### Supplied records
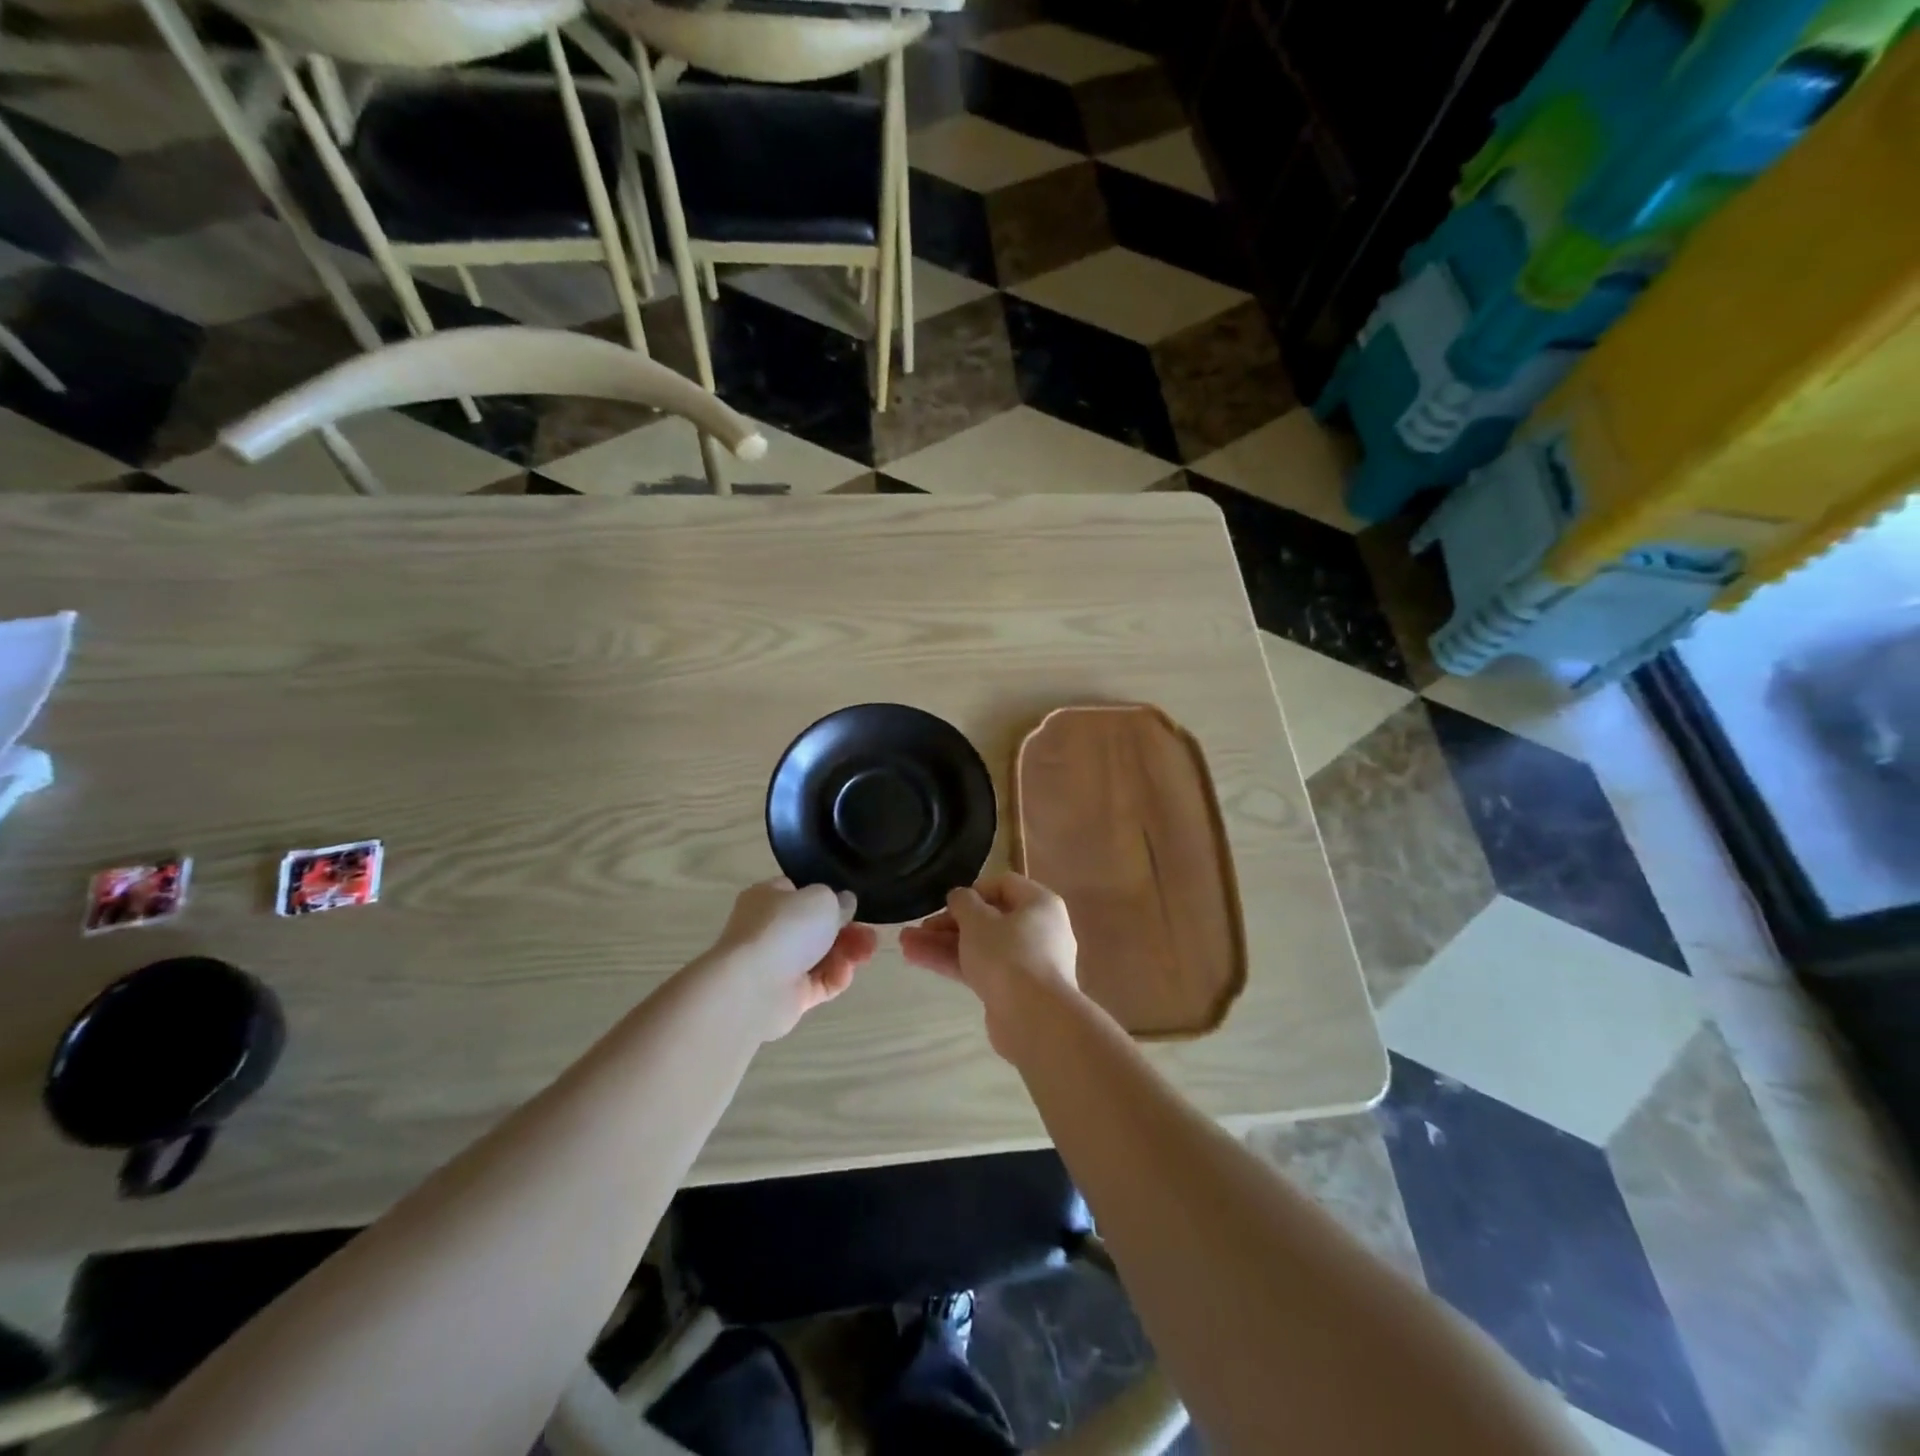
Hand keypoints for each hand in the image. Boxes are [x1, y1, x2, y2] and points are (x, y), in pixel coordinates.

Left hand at [706, 879, 878, 1040]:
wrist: (753, 987)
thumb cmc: (786, 929)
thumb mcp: (822, 899)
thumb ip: (839, 900)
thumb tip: (844, 903)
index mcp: (768, 897)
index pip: (800, 892)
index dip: (828, 897)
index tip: (852, 905)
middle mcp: (770, 929)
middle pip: (816, 927)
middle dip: (848, 931)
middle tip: (870, 935)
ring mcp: (778, 964)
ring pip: (822, 955)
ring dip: (848, 953)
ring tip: (867, 953)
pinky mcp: (788, 996)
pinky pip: (819, 983)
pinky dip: (835, 977)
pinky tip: (845, 972)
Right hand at [900, 873, 1078, 1056]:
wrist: (1034, 1019)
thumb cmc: (1008, 956)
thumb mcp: (978, 920)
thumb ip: (963, 902)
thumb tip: (960, 897)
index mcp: (1039, 904)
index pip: (1004, 884)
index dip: (972, 890)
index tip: (947, 903)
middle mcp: (1038, 929)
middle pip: (989, 918)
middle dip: (948, 923)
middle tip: (917, 928)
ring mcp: (1027, 962)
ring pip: (981, 946)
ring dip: (943, 944)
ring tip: (905, 944)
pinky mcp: (1013, 990)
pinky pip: (981, 968)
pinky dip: (954, 963)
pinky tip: (919, 960)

### Prompt
Nothing but the lines from the one containing "index tip: (947, 903)" to the end of the records above should appear, each copied exactly.

### Written answer
index tip: (947, 903)
middle mcp: (1038, 929)
middle pip: (989, 918)
middle dip: (948, 923)
middle tip: (917, 928)
ring mcp: (1027, 962)
ring pip: (981, 946)
ring dip: (943, 944)
ring tip: (905, 944)
pinky mcp: (1013, 990)
pinky pip: (981, 968)
pinky dip: (954, 963)
pinky tip: (919, 960)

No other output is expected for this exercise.